From my understanding, the atan2() function exists in programming languages because atan() itself cannot always determine the correct theta since the output is restricted to -pi/2 to pi/2.
If this is the case, then the same problem applies to both asin() and acos(), both of whom also have restricted ranges, so then why are there no asin2() and acos2() functions?
First off, note that the syntaxes of the two arctan functions are atan(y/x) and atan2(y, x). This distinction is important, because by not performing the division you provide additional information, most importantly the individual signs of x and y. If you know the individual x and y coordinates, the particular solution to the atan function can be found (i.e. the solution which takes into account the quadrant that (x,y) is in).
If you go from tan(θ) = y/x to sin(θ) = y/sqrt(x²+y²), then the inverse operation asin takes y and sqrt(x²+y²) and combines that to obtain some information about the angle. Here it doesn't matter whether we perform the division ourself or let some hypothetical asin2 function handle it.
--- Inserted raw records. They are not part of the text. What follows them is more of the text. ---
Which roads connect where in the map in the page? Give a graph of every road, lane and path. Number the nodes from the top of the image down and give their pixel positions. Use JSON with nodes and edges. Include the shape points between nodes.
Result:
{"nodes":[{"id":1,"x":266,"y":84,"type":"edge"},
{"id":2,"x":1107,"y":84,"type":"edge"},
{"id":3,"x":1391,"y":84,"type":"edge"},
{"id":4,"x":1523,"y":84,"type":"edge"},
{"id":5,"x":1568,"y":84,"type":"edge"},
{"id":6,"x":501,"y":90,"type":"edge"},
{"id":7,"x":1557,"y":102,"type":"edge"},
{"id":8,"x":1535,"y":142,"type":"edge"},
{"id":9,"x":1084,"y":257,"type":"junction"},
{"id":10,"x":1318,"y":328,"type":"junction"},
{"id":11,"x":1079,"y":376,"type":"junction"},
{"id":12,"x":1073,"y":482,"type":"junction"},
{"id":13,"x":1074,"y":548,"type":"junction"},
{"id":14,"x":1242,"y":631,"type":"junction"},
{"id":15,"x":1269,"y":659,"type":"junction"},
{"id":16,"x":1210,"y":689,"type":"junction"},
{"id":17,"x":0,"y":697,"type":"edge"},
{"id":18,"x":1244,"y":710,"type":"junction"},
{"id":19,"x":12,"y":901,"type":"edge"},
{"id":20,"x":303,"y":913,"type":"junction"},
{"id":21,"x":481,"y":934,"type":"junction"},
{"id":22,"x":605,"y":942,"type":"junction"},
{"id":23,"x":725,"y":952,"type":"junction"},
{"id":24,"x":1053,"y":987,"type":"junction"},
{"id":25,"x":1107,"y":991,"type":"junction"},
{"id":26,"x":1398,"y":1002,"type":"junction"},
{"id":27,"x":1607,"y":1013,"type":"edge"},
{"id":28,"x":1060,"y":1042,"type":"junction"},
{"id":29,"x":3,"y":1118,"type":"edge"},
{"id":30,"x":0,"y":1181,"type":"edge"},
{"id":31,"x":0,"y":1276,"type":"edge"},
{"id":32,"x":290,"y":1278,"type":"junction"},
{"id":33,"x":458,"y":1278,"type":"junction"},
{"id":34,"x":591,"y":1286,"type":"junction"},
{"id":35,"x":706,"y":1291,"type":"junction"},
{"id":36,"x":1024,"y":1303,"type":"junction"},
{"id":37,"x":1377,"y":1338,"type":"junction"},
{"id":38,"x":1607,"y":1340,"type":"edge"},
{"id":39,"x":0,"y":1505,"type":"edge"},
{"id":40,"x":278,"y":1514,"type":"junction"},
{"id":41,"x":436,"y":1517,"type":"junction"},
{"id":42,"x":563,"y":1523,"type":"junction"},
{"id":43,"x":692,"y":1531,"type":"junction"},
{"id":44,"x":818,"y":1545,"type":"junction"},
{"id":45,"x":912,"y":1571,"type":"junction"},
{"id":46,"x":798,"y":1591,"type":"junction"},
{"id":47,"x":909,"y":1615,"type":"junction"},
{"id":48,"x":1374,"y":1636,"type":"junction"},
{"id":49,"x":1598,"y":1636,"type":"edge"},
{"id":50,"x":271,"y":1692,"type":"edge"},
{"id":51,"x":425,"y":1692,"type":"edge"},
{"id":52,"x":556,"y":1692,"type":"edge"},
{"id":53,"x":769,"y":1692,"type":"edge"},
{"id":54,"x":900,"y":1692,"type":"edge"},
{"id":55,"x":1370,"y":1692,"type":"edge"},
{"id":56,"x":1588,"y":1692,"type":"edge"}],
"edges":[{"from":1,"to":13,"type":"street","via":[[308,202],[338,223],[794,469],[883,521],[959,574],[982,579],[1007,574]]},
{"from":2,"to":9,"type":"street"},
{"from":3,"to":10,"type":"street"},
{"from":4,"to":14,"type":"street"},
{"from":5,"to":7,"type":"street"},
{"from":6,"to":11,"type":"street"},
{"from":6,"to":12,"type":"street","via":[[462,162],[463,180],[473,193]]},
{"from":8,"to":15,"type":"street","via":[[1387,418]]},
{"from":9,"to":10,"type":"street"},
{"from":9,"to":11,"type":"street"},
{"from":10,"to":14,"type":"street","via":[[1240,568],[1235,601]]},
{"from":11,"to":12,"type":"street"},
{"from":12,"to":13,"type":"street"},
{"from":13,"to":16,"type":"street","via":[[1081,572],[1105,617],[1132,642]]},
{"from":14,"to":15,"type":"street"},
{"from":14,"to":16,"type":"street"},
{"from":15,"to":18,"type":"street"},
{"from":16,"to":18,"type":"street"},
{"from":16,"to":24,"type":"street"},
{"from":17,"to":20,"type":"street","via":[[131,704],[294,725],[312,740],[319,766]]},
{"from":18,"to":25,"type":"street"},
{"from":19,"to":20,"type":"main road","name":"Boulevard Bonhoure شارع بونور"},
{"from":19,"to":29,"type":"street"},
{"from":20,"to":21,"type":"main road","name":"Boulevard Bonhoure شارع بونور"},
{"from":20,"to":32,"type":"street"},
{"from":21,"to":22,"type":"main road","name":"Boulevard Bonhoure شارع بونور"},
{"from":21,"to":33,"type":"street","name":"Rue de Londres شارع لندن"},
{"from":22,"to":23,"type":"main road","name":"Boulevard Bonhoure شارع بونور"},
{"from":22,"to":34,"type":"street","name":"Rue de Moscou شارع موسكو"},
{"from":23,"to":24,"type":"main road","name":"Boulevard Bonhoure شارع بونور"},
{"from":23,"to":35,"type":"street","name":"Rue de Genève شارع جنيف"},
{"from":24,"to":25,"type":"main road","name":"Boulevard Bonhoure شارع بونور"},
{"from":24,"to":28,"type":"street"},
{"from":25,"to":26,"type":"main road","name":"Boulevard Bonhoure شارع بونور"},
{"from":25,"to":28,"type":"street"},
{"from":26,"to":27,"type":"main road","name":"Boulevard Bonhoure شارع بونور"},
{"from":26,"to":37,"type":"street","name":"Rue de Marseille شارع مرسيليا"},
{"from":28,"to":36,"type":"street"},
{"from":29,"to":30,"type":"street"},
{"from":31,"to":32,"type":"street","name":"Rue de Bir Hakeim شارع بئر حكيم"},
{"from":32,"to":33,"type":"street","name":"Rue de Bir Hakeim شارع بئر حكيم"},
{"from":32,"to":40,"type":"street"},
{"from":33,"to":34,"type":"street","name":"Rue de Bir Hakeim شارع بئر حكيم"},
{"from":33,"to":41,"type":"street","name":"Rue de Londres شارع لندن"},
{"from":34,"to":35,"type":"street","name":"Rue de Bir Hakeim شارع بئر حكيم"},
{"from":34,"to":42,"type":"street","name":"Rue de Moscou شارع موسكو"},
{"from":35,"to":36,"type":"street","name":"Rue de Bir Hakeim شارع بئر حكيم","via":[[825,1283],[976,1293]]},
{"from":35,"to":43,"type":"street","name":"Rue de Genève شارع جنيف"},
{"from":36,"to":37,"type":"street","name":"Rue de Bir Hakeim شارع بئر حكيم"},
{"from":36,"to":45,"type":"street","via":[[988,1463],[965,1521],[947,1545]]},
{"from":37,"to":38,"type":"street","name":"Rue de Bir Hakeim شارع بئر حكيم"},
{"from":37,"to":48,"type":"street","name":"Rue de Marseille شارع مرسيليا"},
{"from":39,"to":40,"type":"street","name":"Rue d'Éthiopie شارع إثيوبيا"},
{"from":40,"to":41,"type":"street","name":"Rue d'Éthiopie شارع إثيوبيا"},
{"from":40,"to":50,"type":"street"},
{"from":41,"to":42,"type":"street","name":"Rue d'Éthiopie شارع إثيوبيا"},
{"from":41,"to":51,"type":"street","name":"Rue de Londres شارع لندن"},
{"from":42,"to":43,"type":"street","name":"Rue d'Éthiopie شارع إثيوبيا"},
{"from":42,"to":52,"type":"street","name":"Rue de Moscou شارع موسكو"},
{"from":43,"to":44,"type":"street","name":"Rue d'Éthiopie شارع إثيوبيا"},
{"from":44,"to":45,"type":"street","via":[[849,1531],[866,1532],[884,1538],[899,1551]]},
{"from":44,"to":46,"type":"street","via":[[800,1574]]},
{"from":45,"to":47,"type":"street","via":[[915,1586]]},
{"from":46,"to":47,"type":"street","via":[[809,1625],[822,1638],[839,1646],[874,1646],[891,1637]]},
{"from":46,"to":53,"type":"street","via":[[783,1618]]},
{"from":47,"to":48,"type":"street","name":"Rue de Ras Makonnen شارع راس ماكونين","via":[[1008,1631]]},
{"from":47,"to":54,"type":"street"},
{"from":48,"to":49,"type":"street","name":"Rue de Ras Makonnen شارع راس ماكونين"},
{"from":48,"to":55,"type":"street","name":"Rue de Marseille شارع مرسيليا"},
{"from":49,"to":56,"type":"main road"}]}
The denominator is always positive, so the divided argument contains just as much information as separate numerator and denominator contain. (At least in an IEEE environment where division by zero leads to a correctly-signed infinity.)
If you know the y coordinate and the hypothenuse sqrt(x²+y²) then you know the sine of the angle, but you cannot know the angle itself, since you cannot distinguish between negative and positive x values. Likewise, if you know the x coordinate and the hypothenuse, you know the cosine of the angle but you cannot know the sign of the y value.
So asin2 and acos2 are not mathematically feasible, at least not in an obvious way. If you had some kind of sign encoded into the hypothenuse, things might be different, but I can think of no situation where such a sign would arise naturally.
Because asin(y,x) acos(y,x) would each take the same parameters as atan(y,x) and each give the same answer. Each would be equally valid, but we only need one such function.
The unclarity arises from the name (of atan2). Its a function that given x and y, computes the angle (made by a line from the origin to this point) with the (positive) x-axis. A name like angle_from(x,y) would arguably have been more appropriate.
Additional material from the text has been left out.